START Records provided
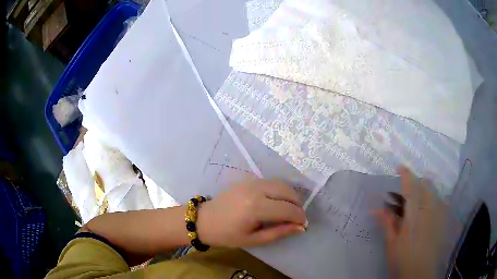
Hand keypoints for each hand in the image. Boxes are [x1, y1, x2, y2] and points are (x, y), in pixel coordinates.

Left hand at [196, 179, 306, 247]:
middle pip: (288, 192)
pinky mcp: (248, 180)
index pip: (287, 209)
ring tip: (290, 211)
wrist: (205, 220)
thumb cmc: (227, 235)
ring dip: (290, 196)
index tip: (303, 225)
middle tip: (297, 218)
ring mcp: (251, 182)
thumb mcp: (254, 239)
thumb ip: (279, 232)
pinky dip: (280, 191)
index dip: (299, 217)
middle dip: (297, 205)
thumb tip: (300, 227)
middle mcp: (256, 190)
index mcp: (255, 208)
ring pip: (281, 184)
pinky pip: (272, 182)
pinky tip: (278, 202)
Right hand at [376, 167, 446, 278]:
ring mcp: (439, 214)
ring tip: (418, 201)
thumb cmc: (402, 261)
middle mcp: (429, 210)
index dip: (405, 174)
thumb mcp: (391, 244)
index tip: (399, 167)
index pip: (411, 187)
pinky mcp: (444, 220)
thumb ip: (387, 223)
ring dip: (425, 190)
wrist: (420, 274)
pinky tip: (429, 211)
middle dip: (416, 182)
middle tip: (407, 191)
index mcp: (414, 215)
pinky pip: (441, 202)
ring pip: (434, 192)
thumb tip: (377, 208)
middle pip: (426, 185)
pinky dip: (434, 201)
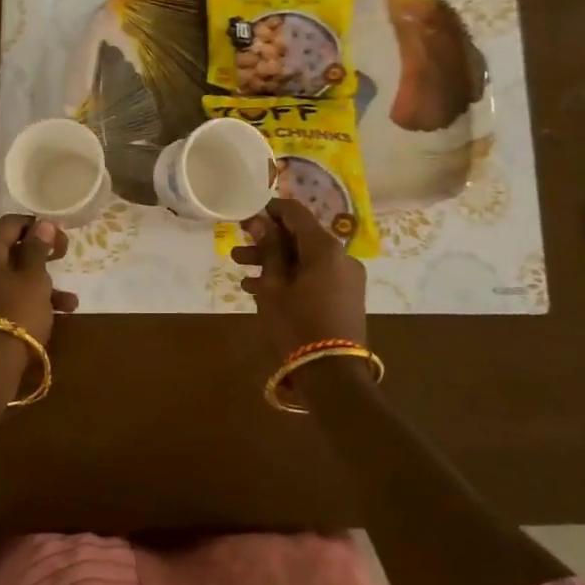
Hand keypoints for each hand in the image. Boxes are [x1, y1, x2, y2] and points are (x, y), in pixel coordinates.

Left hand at [0, 215, 78, 352]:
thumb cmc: (16, 311)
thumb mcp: (34, 277)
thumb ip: (38, 248)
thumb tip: (43, 223)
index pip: (9, 223)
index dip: (36, 225)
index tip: (59, 235)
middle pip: (10, 250)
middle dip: (41, 255)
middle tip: (63, 258)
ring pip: (13, 277)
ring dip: (42, 283)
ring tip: (70, 299)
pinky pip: (9, 298)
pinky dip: (31, 301)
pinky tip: (60, 314)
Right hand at [231, 198, 366, 359]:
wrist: (332, 374)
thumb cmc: (297, 324)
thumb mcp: (274, 285)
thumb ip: (268, 249)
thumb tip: (260, 221)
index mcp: (325, 247)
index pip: (295, 212)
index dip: (269, 210)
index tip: (245, 217)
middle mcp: (341, 256)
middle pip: (300, 236)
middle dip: (267, 240)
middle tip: (238, 247)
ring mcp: (346, 277)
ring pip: (305, 258)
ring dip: (275, 261)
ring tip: (241, 269)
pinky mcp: (345, 296)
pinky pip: (314, 275)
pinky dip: (291, 277)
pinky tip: (258, 288)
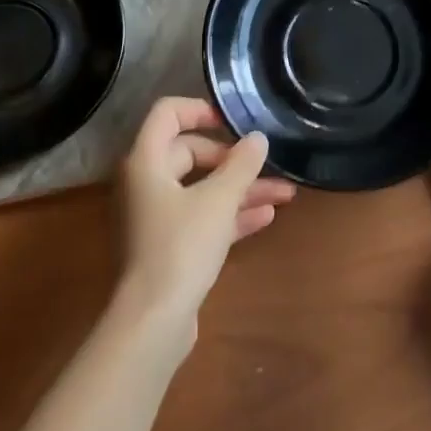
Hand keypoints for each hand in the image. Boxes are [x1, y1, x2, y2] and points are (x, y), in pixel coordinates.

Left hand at [113, 97, 295, 349]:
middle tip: (264, 163)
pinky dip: (230, 215)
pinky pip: (201, 218)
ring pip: (201, 189)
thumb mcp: (218, 200)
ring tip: (285, 193)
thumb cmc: (181, 247)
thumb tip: (258, 138)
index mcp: (146, 162)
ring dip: (240, 189)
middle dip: (232, 158)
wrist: (153, 320)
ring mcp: (156, 216)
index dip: (200, 109)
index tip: (233, 121)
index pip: (167, 114)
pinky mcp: (168, 246)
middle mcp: (146, 183)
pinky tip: (266, 218)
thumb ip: (241, 165)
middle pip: (189, 152)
END Records provided
In the answer, set down only the lines from the opening line of the listing through the line that holds "pinky dip: (434, 201)", exactly as they appear, minus the pictures.

Expected answer »
Hand keypoints for each hand in the image. Boxes are [x1, y1, x2, y2] and points are (x, y), in pixel coordinates.

Left hand at [196, 179, 306, 247]:
middle pip: (288, 192)
pinky mcp: (248, 180)
index pip: (287, 209)
ring tip: (290, 211)
wrist: (205, 220)
thumb cmc: (227, 235)
ring dip: (290, 196)
index tip: (303, 225)
middle tip: (297, 218)
ring mcp: (251, 182)
thumb mcp: (254, 239)
thumb ip: (279, 232)
pinky dip: (280, 191)
index dip: (299, 217)
middle dip: (297, 205)
thumb tip: (300, 227)
middle mcp: (256, 190)
index mcp: (255, 208)
ring pip: (281, 184)
pinky pip: (272, 182)
pinky tip: (278, 202)
Right hand at [376, 167, 446, 278]:
ring mcp: (439, 214)
ring tip: (418, 201)
thumb cmc: (402, 261)
middle mcp: (429, 210)
index dip: (405, 174)
thumb mcp: (391, 244)
index tip: (399, 167)
index pip: (411, 187)
pinky mcp: (444, 220)
thumb ip: (387, 223)
ring dip: (425, 190)
wrist: (420, 274)
pinky tip: (429, 211)
middle dip: (416, 182)
middle tip: (407, 191)
index mcp: (414, 215)
pinky pip: (441, 202)
ring pip: (434, 192)
thumb tip: (377, 208)
middle pip: (426, 185)
pinky dip: (434, 201)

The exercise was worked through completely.